The task: Restate every record word for word, without the pictures.

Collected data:
Segment Open

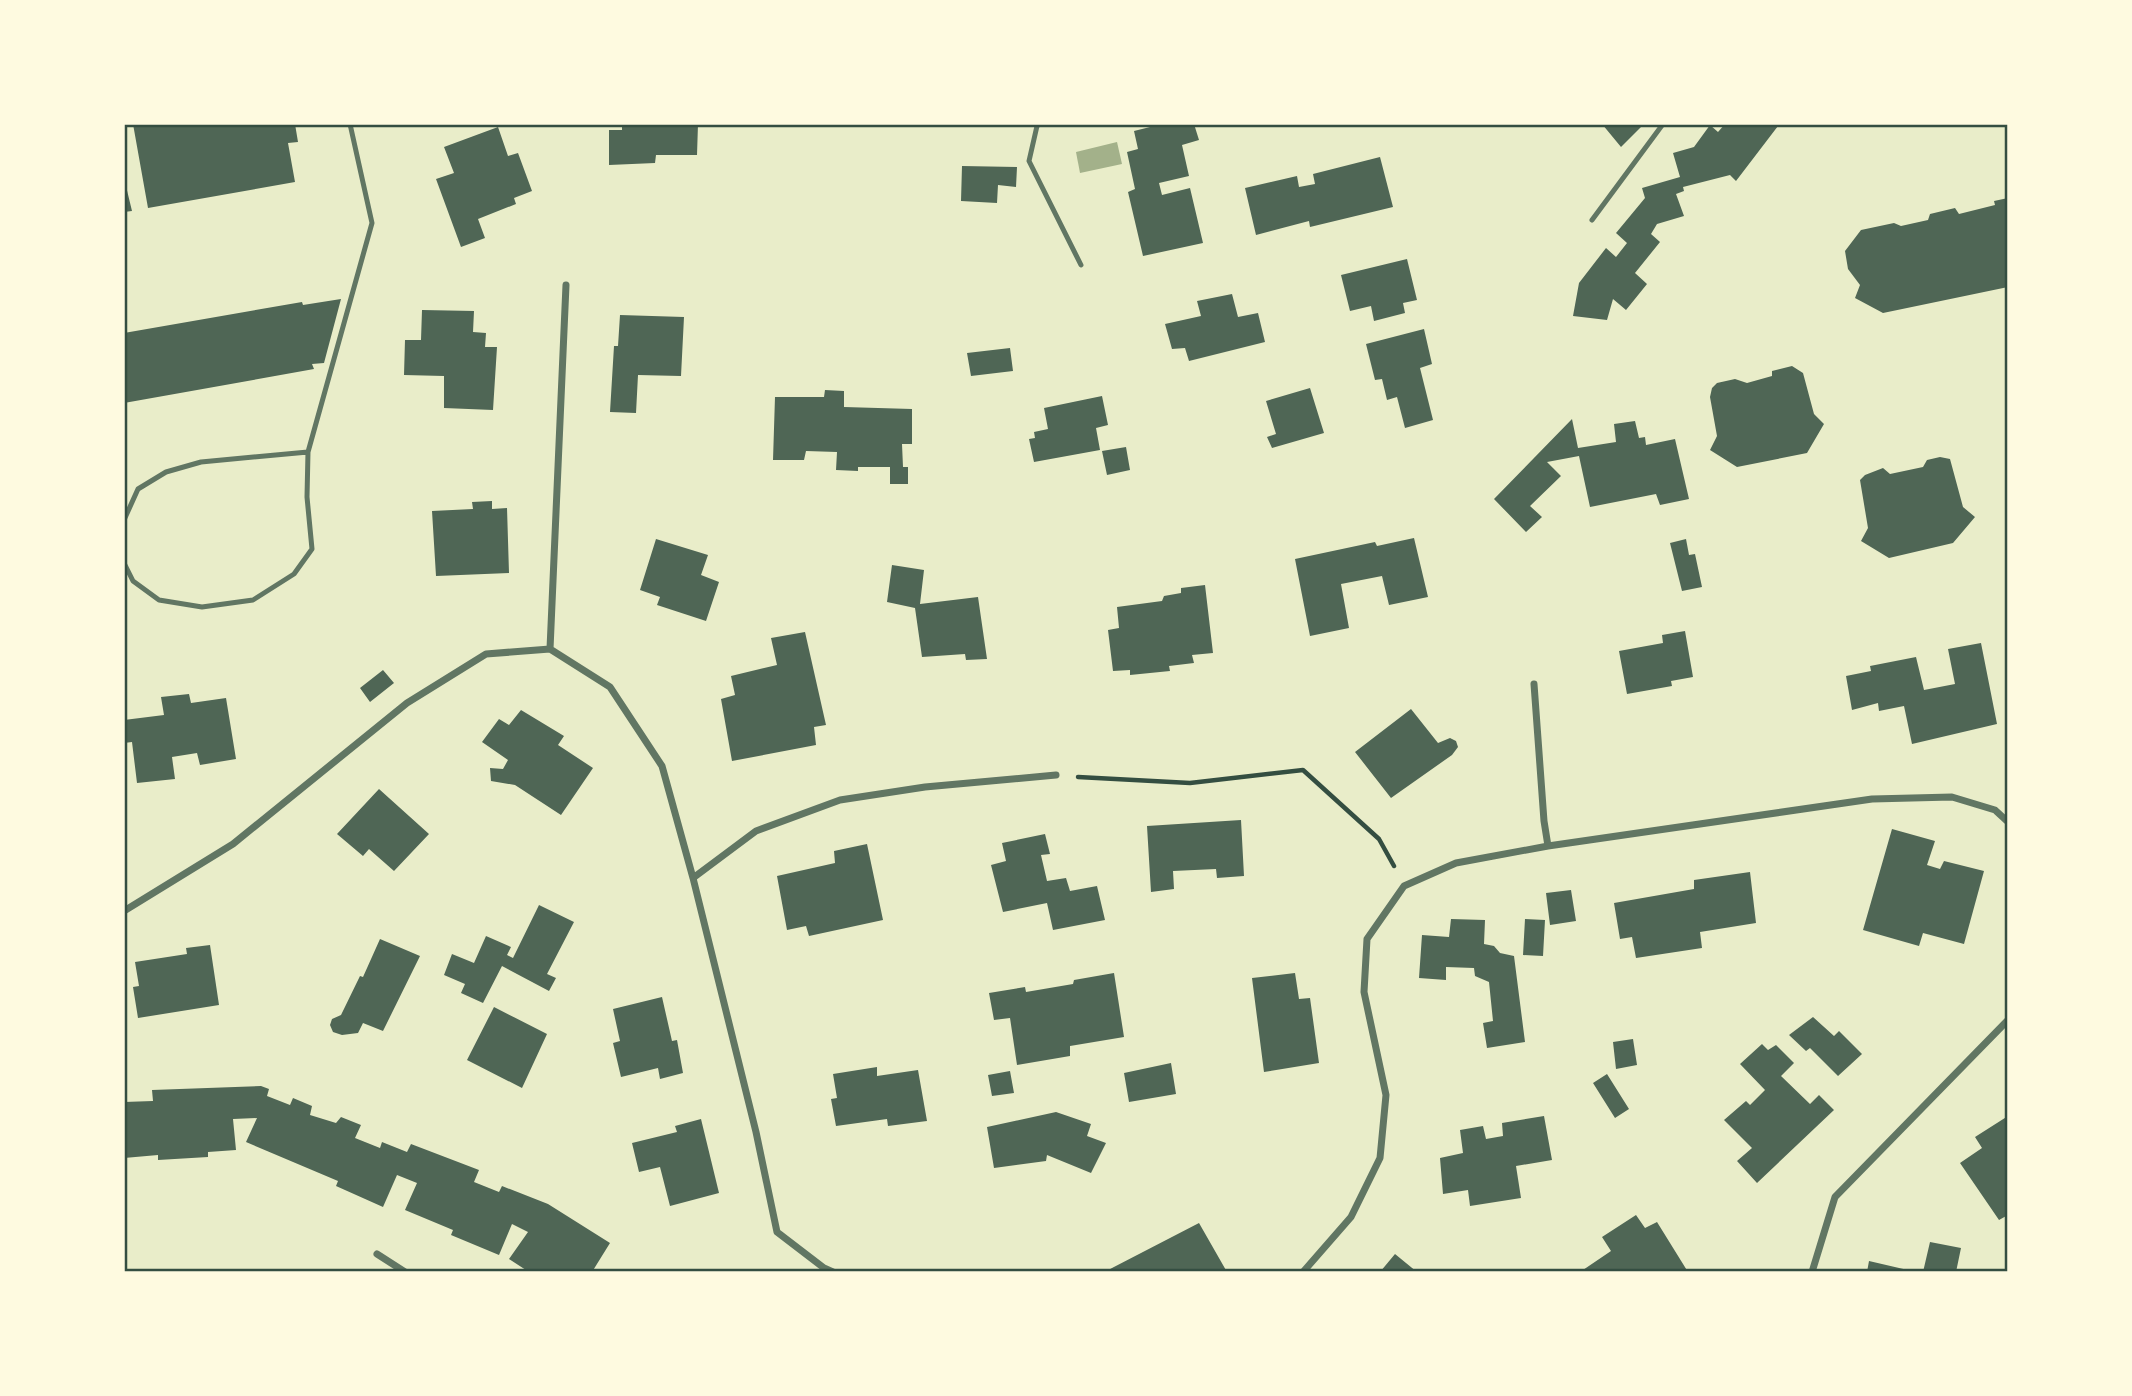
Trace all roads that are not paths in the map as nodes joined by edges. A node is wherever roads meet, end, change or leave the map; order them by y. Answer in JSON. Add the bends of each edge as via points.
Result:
{"nodes":[{"id":1,"x":350,"y":124,"type":"edge"},
{"id":2,"x":1040,"y":124,"type":"edge"},
{"id":3,"x":1664,"y":124,"type":"edge"},
{"id":4,"x":1592,"y":220,"type":"dead end"},
{"id":5,"x":1081,"y":265,"type":"dead end"},
{"id":6,"x":566,"y":285,"type":"dead end"},
{"id":7,"x":308,"y":452,"type":"junction"},
{"id":8,"x":124,"y":520,"type":"edge"},
{"id":9,"x":124,"y":563,"type":"edge"},
{"id":10,"x":551,"y":649,"type":"junction"},
{"id":11,"x":1534,"y":684,"type":"dead end"},
{"id":12,"x":1056,"y":775,"type":"road end"},
{"id":13,"x":2008,"y":822,"type":"edge"},
{"id":14,"x":1548,"y":846,"type":"junction"},
{"id":15,"x":693,"y":877,"type":"junction"},
{"id":16,"x":124,"y":911,"type":"edge"},
{"id":17,"x":2008,"y":1020,"type":"edge"},
{"id":18,"x":377,"y":1254,"type":"dead end"},
{"id":19,"x":405,"y":1272,"type":"edge"},
{"id":20,"x":832,"y":1272,"type":"edge"},
{"id":21,"x":1303,"y":1272,"type":"edge"},
{"id":22,"x":1812,"y":1272,"type":"edge"}],
"edges":[{"from":1,"to":7,"type":"lane","via":[[372,223]]},
{"from":2,"to":5,"type":"lane","via":[[1030,161]]},
{"from":3,"to":4,"type":"lane"},
{"from":6,"to":10,"type":"street"},
{"from":7,"to":8,"type":"lane","via":[[201,462],[166,472],[138,489]]},
{"from":7,"to":9,"type":"lane","via":[[312,549],[294,574],[253,600],[202,607],[159,600],[133,581]]},
{"from":10,"to":15,"type":"street","via":[[610,687],[662,766]]},
{"from":10,"to":16,"type":"street","via":[[486,654],[407,703],[233,844]]},
{"from":11,"to":14,"type":"street"},
{"from":12,"to":15,"type":"street","via":[[839,800],[756,831]]},
{"from":13,"to":14,"type":"street","via":[[1995,810],[1952,797],[1872,799]]},
{"from":14,"to":21,"type":"street","via":[[1456,863],[1404,886],[1367,939],[1364,992],[1387,1095],[1380,1158],[1351,1217]]},
{"from":15,"to":20,"type":"street","via":[[777,1232]]},
{"from":17,"to":22,"type":"street","via":[[1835,1196]]},
{"from":18,"to":19,"type":"street"}]}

Segment Closed

Exercise output:
Trace all roads that are not paths in the map as nodes joined by edges. A node is wherever roads meet, end, change or leave the map; order them by y. Answer in JSON. Add the bends of each edge as via points.
Result:
{"nodes":[{"id":1,"x":350,"y":124,"type":"edge"},
{"id":2,"x":1040,"y":124,"type":"edge"},
{"id":3,"x":1664,"y":124,"type":"edge"},
{"id":4,"x":1592,"y":220,"type":"dead end"},
{"id":5,"x":1081,"y":265,"type":"dead end"},
{"id":6,"x":566,"y":285,"type":"dead end"},
{"id":7,"x":308,"y":452,"type":"junction"},
{"id":8,"x":124,"y":520,"type":"edge"},
{"id":9,"x":124,"y":563,"type":"edge"},
{"id":10,"x":551,"y":649,"type":"junction"},
{"id":11,"x":1534,"y":684,"type":"dead end"},
{"id":12,"x":1056,"y":775,"type":"road end"},
{"id":13,"x":2008,"y":822,"type":"edge"},
{"id":14,"x":1548,"y":846,"type":"junction"},
{"id":15,"x":693,"y":877,"type":"junction"},
{"id":16,"x":124,"y":911,"type":"edge"},
{"id":17,"x":2008,"y":1020,"type":"edge"},
{"id":18,"x":377,"y":1254,"type":"dead end"},
{"id":19,"x":405,"y":1272,"type":"edge"},
{"id":20,"x":832,"y":1272,"type":"edge"},
{"id":21,"x":1303,"y":1272,"type":"edge"},
{"id":22,"x":1812,"y":1272,"type":"edge"}],
"edges":[{"from":1,"to":7,"type":"lane","via":[[372,223]]},
{"from":2,"to":5,"type":"lane","via":[[1030,161]]},
{"from":3,"to":4,"type":"lane"},
{"from":6,"to":10,"type":"street"},
{"from":7,"to":8,"type":"lane","via":[[201,462],[166,472],[138,489]]},
{"from":7,"to":9,"type":"lane","via":[[312,549],[294,574],[253,600],[202,607],[159,600],[133,581]]},
{"from":10,"to":15,"type":"street","via":[[610,687],[662,766]]},
{"from":10,"to":16,"type":"street","via":[[486,654],[407,703],[233,844]]},
{"from":11,"to":14,"type":"street"},
{"from":12,"to":15,"type":"street","via":[[839,800],[756,831]]},
{"from":13,"to":14,"type":"street","via":[[1995,810],[1952,797],[1872,799]]},
{"from":14,"to":21,"type":"street","via":[[1456,863],[1404,886],[1367,939],[1364,992],[1387,1095],[1380,1158],[1351,1217]]},
{"from":15,"to":20,"type":"street","via":[[777,1232]]},
{"from":17,"to":22,"type":"street","via":[[1835,1196]]},
{"from":18,"to":19,"type":"street"}]}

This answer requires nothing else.